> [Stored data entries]
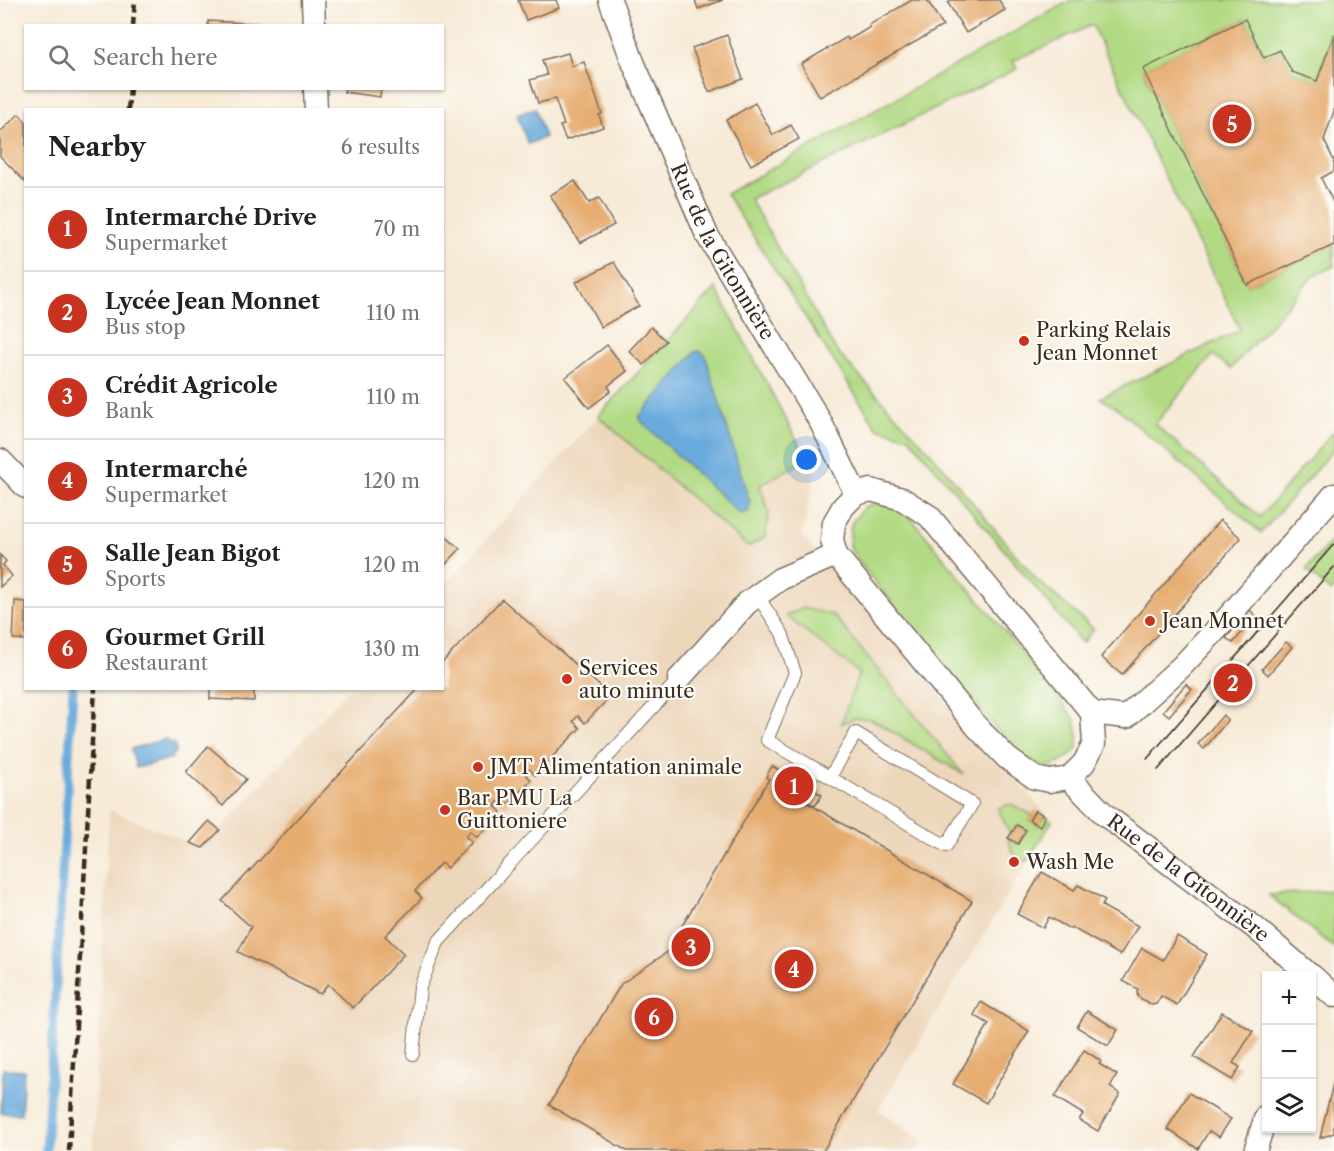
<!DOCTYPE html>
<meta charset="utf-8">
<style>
body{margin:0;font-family:"Libre Caslon Text",serif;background:#f6f6f6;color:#222}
.controls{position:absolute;right:18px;bottom:18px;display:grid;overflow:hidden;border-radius:0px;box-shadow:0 2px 4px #0004}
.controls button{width:54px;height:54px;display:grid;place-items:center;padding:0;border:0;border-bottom:2px solid #e0e0e0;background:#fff;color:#222;font:30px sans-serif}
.you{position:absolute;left:807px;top:460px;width:21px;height:21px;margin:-15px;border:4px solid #fff;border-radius:50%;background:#1a73e8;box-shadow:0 0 0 9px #1a73e833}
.badge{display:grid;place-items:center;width:39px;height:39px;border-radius:50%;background:#c8321e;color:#fff;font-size:20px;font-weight:700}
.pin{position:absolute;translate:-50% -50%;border:3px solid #fff;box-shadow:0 2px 6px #0006}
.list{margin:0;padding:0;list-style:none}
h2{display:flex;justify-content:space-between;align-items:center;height:78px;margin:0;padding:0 24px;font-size:26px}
h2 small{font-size:20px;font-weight:400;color:#767676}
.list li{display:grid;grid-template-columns:39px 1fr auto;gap:18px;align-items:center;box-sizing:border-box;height:84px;padding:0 24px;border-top:2px solid #e0e0e0}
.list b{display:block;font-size:22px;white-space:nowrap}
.list p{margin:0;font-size:20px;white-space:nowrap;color:#767676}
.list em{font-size:20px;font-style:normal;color:#767676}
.icon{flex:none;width:33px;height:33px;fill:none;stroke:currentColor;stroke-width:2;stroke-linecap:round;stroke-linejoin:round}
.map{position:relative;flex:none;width:1334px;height:1151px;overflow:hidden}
.search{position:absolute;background:#fff;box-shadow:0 2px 4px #0004;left:24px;top:24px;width:420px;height:66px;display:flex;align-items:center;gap:15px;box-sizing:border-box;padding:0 21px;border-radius:0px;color:#767676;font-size:22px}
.panel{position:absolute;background:#fff;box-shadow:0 2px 4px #0004;left:24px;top:108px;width:420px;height:582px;border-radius:0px}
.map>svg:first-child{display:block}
</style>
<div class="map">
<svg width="1334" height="1151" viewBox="0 0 1334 1151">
<rect width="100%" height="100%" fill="#fdfcf7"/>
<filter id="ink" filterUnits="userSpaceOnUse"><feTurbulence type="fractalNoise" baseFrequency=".0167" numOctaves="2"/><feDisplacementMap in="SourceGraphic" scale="12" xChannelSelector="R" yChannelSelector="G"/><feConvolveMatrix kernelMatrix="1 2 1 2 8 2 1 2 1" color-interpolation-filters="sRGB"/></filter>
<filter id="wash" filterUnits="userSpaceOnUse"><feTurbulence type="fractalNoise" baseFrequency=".008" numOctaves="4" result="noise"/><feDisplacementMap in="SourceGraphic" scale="24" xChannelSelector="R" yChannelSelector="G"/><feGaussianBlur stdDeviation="1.35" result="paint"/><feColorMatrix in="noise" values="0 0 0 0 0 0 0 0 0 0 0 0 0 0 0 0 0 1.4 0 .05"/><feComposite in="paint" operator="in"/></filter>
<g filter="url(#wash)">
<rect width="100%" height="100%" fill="#f7ebd8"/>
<polygon fill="#edd7bb" points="716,288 815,473 802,536 1052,821 878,1110 924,1142 918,1151 95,1151 93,1150 109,810 203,848 349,689 442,688 443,587"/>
<g fill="#b2da84" stroke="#768251" stroke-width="1.5">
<polygon points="1071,0 1334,0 1334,33 1317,81 1292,72 1280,50 1264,58 1245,19 1143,69 1247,285 1334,245 1334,266 1313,276 1231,369 1213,355 1155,424 1260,517 1334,431 1334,449 1261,533 1117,408 1100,398 1240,330 1092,25 1013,61 1017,69 750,199 837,352 932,454 1037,580 1094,629 1082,643 909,437 877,428 726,194"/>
<polygon points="716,288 807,459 760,485 769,513 765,537 748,547 598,416"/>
<path d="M 879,503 L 903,510 L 916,524 L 1030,662 L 1075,719 L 1078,736 L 1077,749 C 1053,772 1044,772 1017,754 L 870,576 L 849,547 L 851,524 L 864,507 Z"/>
<polygon points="1334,537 1334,588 1331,592 1306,570"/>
<polygon points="802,608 833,615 963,774 871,719 855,718 841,724 859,673 786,616"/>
<polygon points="1011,804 1032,815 1029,820 1039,826 1045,816 1052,821 1027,862 1012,852 1008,838 1018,844 1026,830 1017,825 1010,835 998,808"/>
<polygon points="1334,890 1334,948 1269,895"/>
</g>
<g fill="#6aaadd" stroke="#526a7e" stroke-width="1.5">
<polygon points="535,108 545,137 528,144 517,115"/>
<polygon points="700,351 705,355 750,503 749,511 744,513 739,513 642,422 639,417 695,352"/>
<polygon points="166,739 167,741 174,744 176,750 171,757 172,758 136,768 131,749"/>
<polygon points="3,1069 24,1070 21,1114 1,1113"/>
</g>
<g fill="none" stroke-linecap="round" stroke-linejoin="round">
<polyline stroke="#6aaadd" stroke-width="9" points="46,1151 73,688"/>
</g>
<g id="blocks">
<g fill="#e6ac70">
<polygon points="518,0 556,0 559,8 526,20"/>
<polygon points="695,0 723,0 698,9"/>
<polygon points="912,0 927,0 943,26 820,97 801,64 847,37 848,40 857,35 870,27 869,25"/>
<polygon points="952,0 999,0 1005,10 966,33 948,3"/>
<polygon points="1245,19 1264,58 1280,50 1292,72 1317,81 1334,34 1334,111 1324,140 1334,161 1334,171 1321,178 1334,204 1334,245 1247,285 1143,69"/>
<polygon points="208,21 262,24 262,26 208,26"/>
<polygon points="727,35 743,79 709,92 692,48"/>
<polygon points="568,53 572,66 584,62 602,114 599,115 603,127 566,140 560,126 564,125 555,99 538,103 530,80 547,75 542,60"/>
<polygon points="345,88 381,88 380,97 344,92"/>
<polygon points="755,103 773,135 791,125 799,139 751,165 726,120"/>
<polygon points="19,114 26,122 26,183 0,156 0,132"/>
<polygon points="575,181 589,203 599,198 614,225 580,243 550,195"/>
<polygon points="614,262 639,306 601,327 576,282"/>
<polygon points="651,327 666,341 644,365 629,351"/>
<polygon points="607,345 627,371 608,386 611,391 589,408 565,378"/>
<polygon points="1220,520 1241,538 1122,675 1101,657"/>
<polygon points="442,533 460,549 442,568"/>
<polygon points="0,555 6,561 3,565 12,576 0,587"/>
<polygon points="502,599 603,689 599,693 607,700 585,723 578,716 573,721 580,728 535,775 529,769 525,773 531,780 505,807 499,801 495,806 501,812 477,837 470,831 466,837 472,842 447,868 441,863 415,891 422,898 385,936 404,954 353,1008 328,984 320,994 238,952 251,927 222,901 419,688 442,688 442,663"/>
<polygon points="15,601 26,602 26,640 13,639"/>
<polygon points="1250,610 1256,616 1233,643 1226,638"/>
<polygon points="1286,642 1292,647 1268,675 1262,669"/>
<polygon points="1186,684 1192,689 1169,716 1163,711"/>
<polygon points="210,688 254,688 254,701 210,699"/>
<polygon points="1223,715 1228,720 1204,749 1198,744"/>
<polygon points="208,746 246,779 223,806 186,772"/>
<polygon points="772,766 822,795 815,806 779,786 972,901 823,1151 627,1151 549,1105 621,984 666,953 769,779 766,777"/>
<polygon points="1035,810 1045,816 1040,826 1029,820"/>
<polygon points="209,821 220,830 203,848 190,843"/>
<polygon points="1017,825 1026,830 1018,844 1008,838"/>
<polygon points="1042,872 1074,890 1078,885 1091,892 1105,900 1102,906 1138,926 1120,955 1071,927 1070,929 1049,917 1043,928 1017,914"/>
<polygon points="1177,936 1207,954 1177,1005 1161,996 1156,1004 1152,1005 1138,997 1137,992 1138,989 1123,981 1142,948 1163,960"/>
<polygon points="981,1002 1029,1031 986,1103 953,1084 989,1024 974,1015"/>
<polygon points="1087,1011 1118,1030 1108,1046 1077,1027"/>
<polygon points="1222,1012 1253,1031 1233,1063 1240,1067 1232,1080 1194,1057"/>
<polygon points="1084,1050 1101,1061 1099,1064 1117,1075 1110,1087 1120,1094 1098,1131 1079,1120 1083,1114 1055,1097"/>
<polygon points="1333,1083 1334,1133 1320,1138"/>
<polygon points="1189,1093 1231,1119 1219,1137 1209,1131 1198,1149 1167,1129"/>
</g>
</g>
</g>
<g filter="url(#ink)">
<use href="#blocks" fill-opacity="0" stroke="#7d6e5f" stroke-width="1.5"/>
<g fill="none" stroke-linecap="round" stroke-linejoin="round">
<g stroke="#7d6e5f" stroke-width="14">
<g id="lane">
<polyline points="757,595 782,633 795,673 767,740 946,846 972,804 856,733 830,777"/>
<polyline points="413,1054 420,987 438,942 679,679"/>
</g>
</g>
<g stroke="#7d6e5f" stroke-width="25">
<g id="street">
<polyline points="313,0 314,26"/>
<path id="s1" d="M 610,0 L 633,62 L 707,235 L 820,421 L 856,494"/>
<polyline points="315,88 316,110"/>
<polyline points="0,460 26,487"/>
<polygon points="871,490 902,499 929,516 1092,713 1094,744 1084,763 1069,778 1050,781 1035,778 1007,758 977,727 836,555 832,540 834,523 843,507 856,494"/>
<polyline points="679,679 747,603 780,579 836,555"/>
<polyline points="1092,713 1126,717 1181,667 1230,615 1334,495"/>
<path id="s2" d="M 1069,778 L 1105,815 L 1254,927 L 1311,976"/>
<polyline points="1312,976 1334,996"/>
<polyline points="1255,1151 1266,1116"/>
</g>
</g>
<use href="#lane" stroke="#fff" stroke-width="12"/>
<use href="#street" stroke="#fff" stroke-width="22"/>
<g stroke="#3b2a1e" stroke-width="1.5">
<polyline points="1147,759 1334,544"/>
<polyline points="1158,770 1334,567"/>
</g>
<g stroke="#3b2a1e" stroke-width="4.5" stroke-dasharray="9 4.5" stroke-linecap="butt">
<polyline points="133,26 135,0"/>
<polyline points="128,110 130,88"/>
<polyline points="69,1151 95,688"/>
</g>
</g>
</g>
<g fill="#c8321e" stroke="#fdfcf7" stroke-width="2">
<circle cx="1024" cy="341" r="6"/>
<circle cx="1150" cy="621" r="6"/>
<circle cx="567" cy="679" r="6"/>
<circle cx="478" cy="767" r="6"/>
<circle cx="445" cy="810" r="6"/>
<circle cx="1014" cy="862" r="6"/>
</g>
<g text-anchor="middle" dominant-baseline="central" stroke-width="4.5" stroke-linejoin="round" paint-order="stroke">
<g font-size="20" fill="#3b2a1e" stroke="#fdfcf7">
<text stroke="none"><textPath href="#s1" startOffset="276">Rue de la Gitonnière</textPath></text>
<text stroke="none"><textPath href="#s2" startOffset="156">Rue de la Gitonnière</textPath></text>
</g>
<g font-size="20" fill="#3b2a1e" stroke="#fdfcf7" text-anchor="start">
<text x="1036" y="330">Parking Relais<tspan x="1036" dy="23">Jean Monnet</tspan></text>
<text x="1162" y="621">Jean Monnet</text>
<text x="579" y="668">Services<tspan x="579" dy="23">auto minute</tspan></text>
<text x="490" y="767">JMT Alimentation animale</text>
<text x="457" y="798">Bar PMU La<tspan x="457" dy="23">Guittoniere</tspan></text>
<text x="1026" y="862">Wash Me</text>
</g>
</g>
</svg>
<div class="controls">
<button>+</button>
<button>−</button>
<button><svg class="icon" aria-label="layers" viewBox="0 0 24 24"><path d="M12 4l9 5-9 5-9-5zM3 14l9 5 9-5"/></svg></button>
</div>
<div class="you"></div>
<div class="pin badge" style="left:794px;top:786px">1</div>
<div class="pin badge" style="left:1233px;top:683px">2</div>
<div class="pin badge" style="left:691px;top:947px">3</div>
<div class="pin badge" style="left:794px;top:969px">4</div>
<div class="pin badge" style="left:1232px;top:124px">5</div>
<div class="pin badge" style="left:654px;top:1017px">6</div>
<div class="search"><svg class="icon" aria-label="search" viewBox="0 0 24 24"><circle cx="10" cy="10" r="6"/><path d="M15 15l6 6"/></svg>Search here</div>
<section class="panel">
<h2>Nearby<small>6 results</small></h2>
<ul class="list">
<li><span class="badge">1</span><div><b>Intermarché Drive</b><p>Supermarket</p></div><em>70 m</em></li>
<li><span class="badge">2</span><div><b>Lycée Jean Monnet</b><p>Bus stop</p></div><em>110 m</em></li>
<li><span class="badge">3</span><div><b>Crédit Agricole</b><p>Bank</p></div><em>110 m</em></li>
<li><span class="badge">4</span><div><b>Intermarché</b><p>Supermarket</p></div><em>120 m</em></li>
<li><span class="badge">5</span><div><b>Salle Jean Bigot</b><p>Sports</p></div><em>120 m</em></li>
<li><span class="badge">6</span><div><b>Gourmet Grill</b><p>Restaurant</p></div><em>130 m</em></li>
</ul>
</section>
</div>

> [ACTIVITY] Return, from the entries, each line that holds "list".

> [SOLUTION TO THE PROBLEM]
.list{margin:0;padding:0;list-style:none}
.list li{display:grid;grid-template-columns:39px 1fr auto;gap:18px;align-items:center;box-sizing:border-box;height:84px;padding:0 24px;border-top:2px solid #e0e0e0}
.list b{display:block;font-size:22px;white-space:nowrap}
.list p{margin:0;font-size:20px;white-space:nowrap;color:#767676}
.list em{font-size:20px;font-style:normal;color:#767676}
<ul class="list">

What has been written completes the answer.